Float: A Novel

By: Joeann Hart


God Help Us.

The words, writ large in the sand, appeared on the beach after Duncan Leland’s attention had already drifted. It was in the pink of the afternoon, at the end of another trying day, when he should have been attempting something spectacularly proactive to save his sinking business, such as scrambling numbers on a screen or gathering somber consultants around him, but instead, as was his habit, he was looking for answers outside his office window. The sky was clear and blue, the water calm. The serenity of the day mocked the economic storm raging around him. He was now, as Harvey Storer of Coastal Bank & Trust had so coldly pointed out to him that morning, officially underwater. He owed more on Seacrest’s Ocean Products of Maine, Ltd., than the business was worth.

“True that,” Duncan had agreed, “but only at this very moment.”

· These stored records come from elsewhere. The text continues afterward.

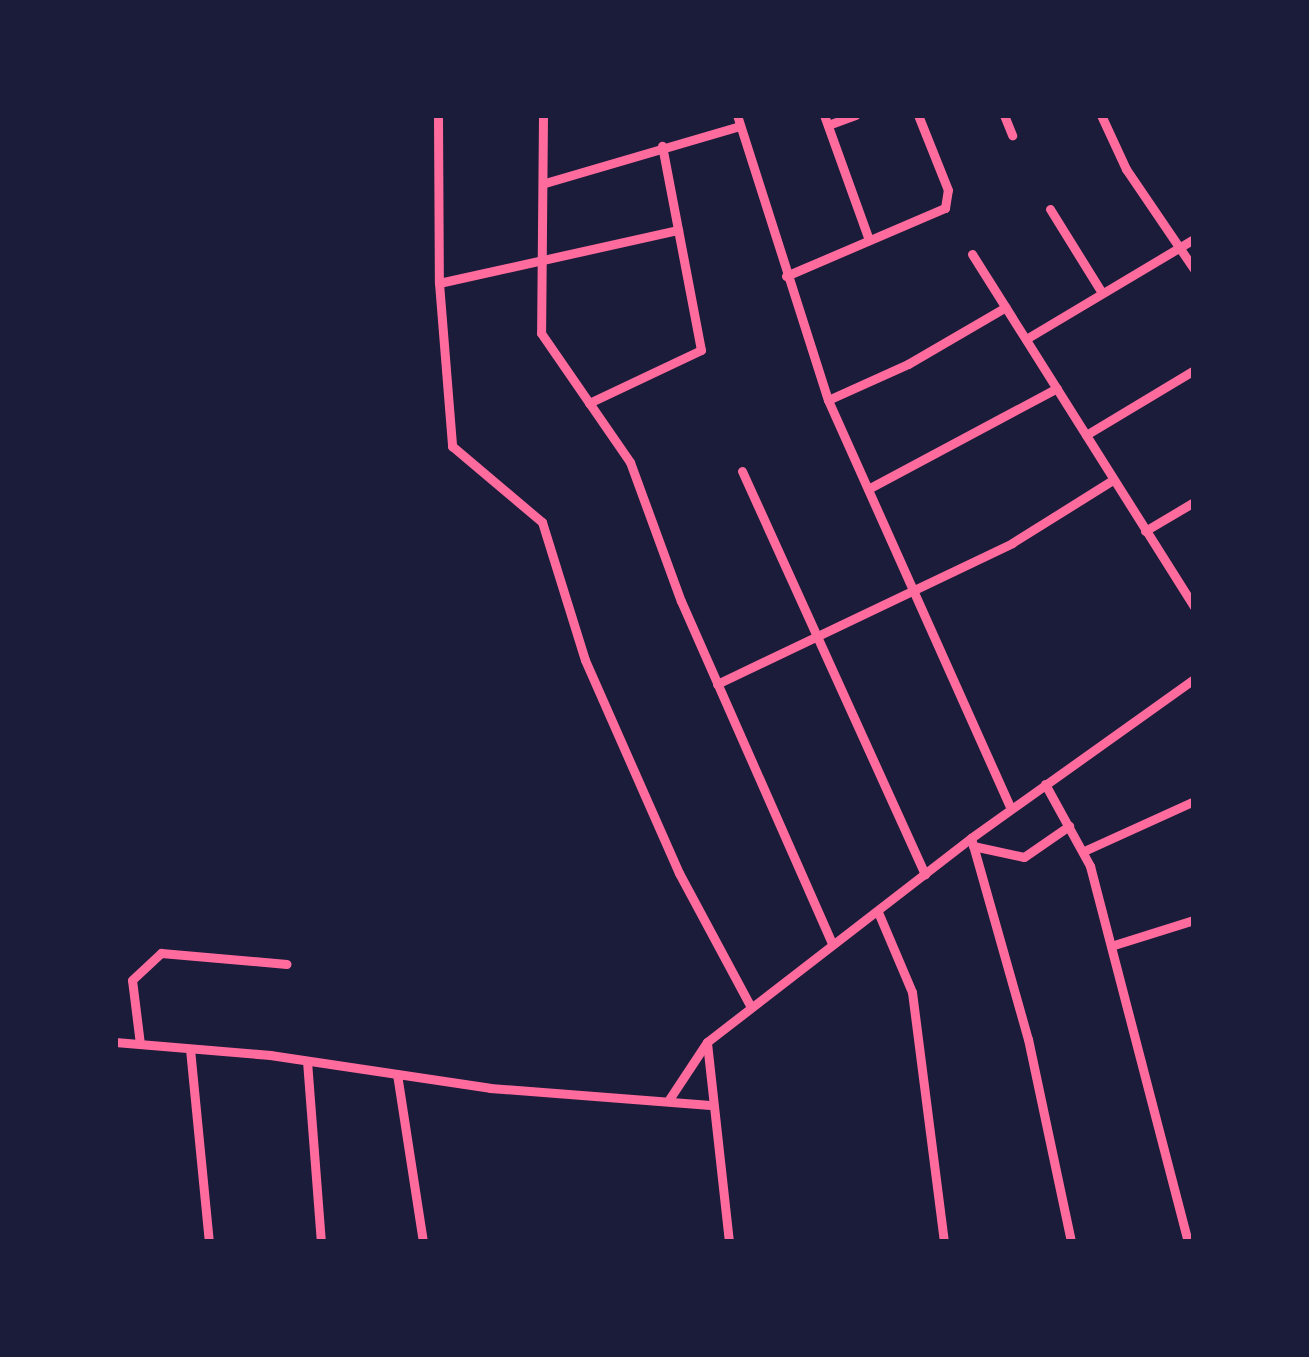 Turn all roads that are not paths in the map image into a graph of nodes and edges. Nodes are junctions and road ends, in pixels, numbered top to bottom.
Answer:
1 (438, 115) edge
2 (543, 115) edge
3 (856, 115) edge
4 (918, 115) edge
5 (1004, 115) edge
6 (1100, 115) edge
7 (738, 120) edge
8 (826, 120) edge
9 (1012, 135) dead end
10 (662, 146) junction
11 (544, 184) junction
12 (1050, 209) dead end
13 (678, 230) junction
14 (1194, 239) edge
15 (870, 240) junction
16 (1180, 247) junction
17 (972, 254) dead end
18 (544, 259) junction
19 (1194, 269) edge
20 (786, 276) junction
21 (439, 283) junction
22 (1102, 293) junction
23 (1006, 307) junction
24 (1026, 339) junction
25 (1194, 370) edge
26 (1056, 388) junction
27 (828, 400) junction
28 (588, 404) junction
29 (1086, 435) junction
30 (742, 470) dead end
31 (1113, 480) junction
32 (868, 489) junction
33 (1194, 502) edge
34 (1145, 532) junction
35 (912, 589) junction
36 (1194, 607) edge
37 (818, 633) junction
38 (1194, 679) edge
39 (717, 684) junction
40 (1044, 784) junction
41 (1194, 801) edge
42 (1012, 809) junction
43 (1070, 826) junction
44 (972, 842) junction
45 (1084, 851) junction
46 (925, 874) junction
47 (878, 912) junction
48 (1194, 920) edge
49 (832, 944) junction
50 (1114, 945) junction
51 (287, 964) dead end
52 (751, 1008) junction
53 (115, 1042) edge
54 (707, 1042) junction
55 (140, 1044) junction
56 (190, 1048) junction
57 (306, 1061) junction
58 (398, 1074) junction
59 (668, 1101) junction
60 (712, 1105) junction
61 (209, 1242) edge
62 (321, 1242) edge
63 (424, 1242) edge
64 (729, 1242) edge
65 (944, 1242) edge
66 (1071, 1242) edge
67 (1188, 1242) edge

1 - 21 street
2 - 11 street
3 - 8 street
4 - 15 street
5 - 9 street
6 - 16 street
7 - 10 street
7 - 20 street
8 - 15 street
10 - 11 street
10 - 13 street
11 - 18 street
12 - 22 street
13 - 18 street
13 - 28 street
14 - 16 street
15 - 20 street
16 - 19 street
16 - 22 street
17 - 23 street
18 - 21 street
18 - 28 street
20 - 27 street
21 - 52 street
22 - 24 street
23 - 24 street
23 - 27 street
24 - 26 street
25 - 29 street
26 - 29 street
26 - 32 street
27 - 32 street
28 - 39 street
29 - 31 street
30 - 37 street
31 - 34 street
31 - 35 street
32 - 35 street
33 - 34 street
34 - 36 street
35 - 37 street
35 - 42 street
37 - 39 street
37 - 46 street
38 - 40 street
39 - 49 street
40 - 42 street
40 - 43 street
41 - 45 street
42 - 44 street
43 - 44 street
43 - 45 street
44 - 46 street
44 - 66 street
45 - 50 street
46 - 47 street
47 - 49 street
47 - 65 street
48 - 50 street
49 - 52 street
50 - 67 street
51 - 55 street
52 - 54 street
53 - 55 street
54 - 59 street
54 - 60 street
55 - 56 street
56 - 57 street
56 - 61 street
57 - 58 street
57 - 62 street
58 - 59 street
58 - 63 street
59 - 60 street
60 - 64 street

“What else is there?” asked Storer.

A leveling silence washed over Duncan as his mind slowly emptied of words. He was opening and shutting his mouth like a fish when Storer, sitting across from him at the loan desk, leaned in closer.

“Duncan? What else do you have that might secure this loan?”

Duncan shook himself out of his trance, realizing that Storer’s was a fiscal rather than a philosophical challenge. “It’s all here,” he said, half-standing as he slapped pages of the loan application down on the mahogany like tarot cards. “Look, in the spring, our new line of fertilizer hits the market, opening a revenue stream so robust it’ll be like drinking water from a fire hose!” He displayed a spreadsheet thick with projections, but this banker, like the ones who came before him, remained unmoved. Duncan’s vision of rosy profits in the future failed to overcome the devalued assets of the present, and in that moment he saw his business begin to slide away.

He’d left Storer’s sterile cubicle in a funk and gone back to his office, back to the warm embrace of his chair and the tranquilizing effect of the harbor view. He fixed his gaze on the beach, a patch of rust-streaked sand so inhospitable it did not even exist at high tide, and let his mind fix on a plastic bag caught on a submerged stick. He watched the bag, alive with water, wash gently from side to side until his own currents of thought slowed to a listless tempo. After an empty space of time, the retreating tide abandoned both stick and bag to the land, and his hypnotic amusement was over. Looking back, he was sure of one thing: There had been no one on the beach, and there had been no mysterious message written in the sand. That was two things, but still.

He wondered if he might have been a witness to the event if the music hadn’t ended. He liked to keep an iPod playing on the factory floor, on the theory that if he was asking his employees to spend their days cooking fish skeletons down to a fine powder, then he had better give them some background music to divert their senses. If nothing else, managing the sound system was one of the few enjoyable duties left to him, so when a cycle of early Beatles ended, he turned his back on the water view to deliberate at length between Playlist #8 (Miles, Coltrane, and Rufus Harley) and Playlist #22 (Dylan, Joni, and Steve Earle) before abandoning hope of coming to any decision at all. He clicked shuffle in defeat and returned to his chair. When he looked back down at the beach, there, scratched into the sand, were the three-foot-high wobbly letters spelling out God Help Us. The surface was still reflective from its recent brush with water. The message faced the harbor, not him, so it didn’t appear to be a personal accusation, more like a random act of prayer. Or not. Worst case scenario, it was written by an employee petitioning God on behalf of Seacrest’s. But no matter who wrote it or what the intention was, it was a desperate message and a bad one for potential investors, should he ever have any. It had to go.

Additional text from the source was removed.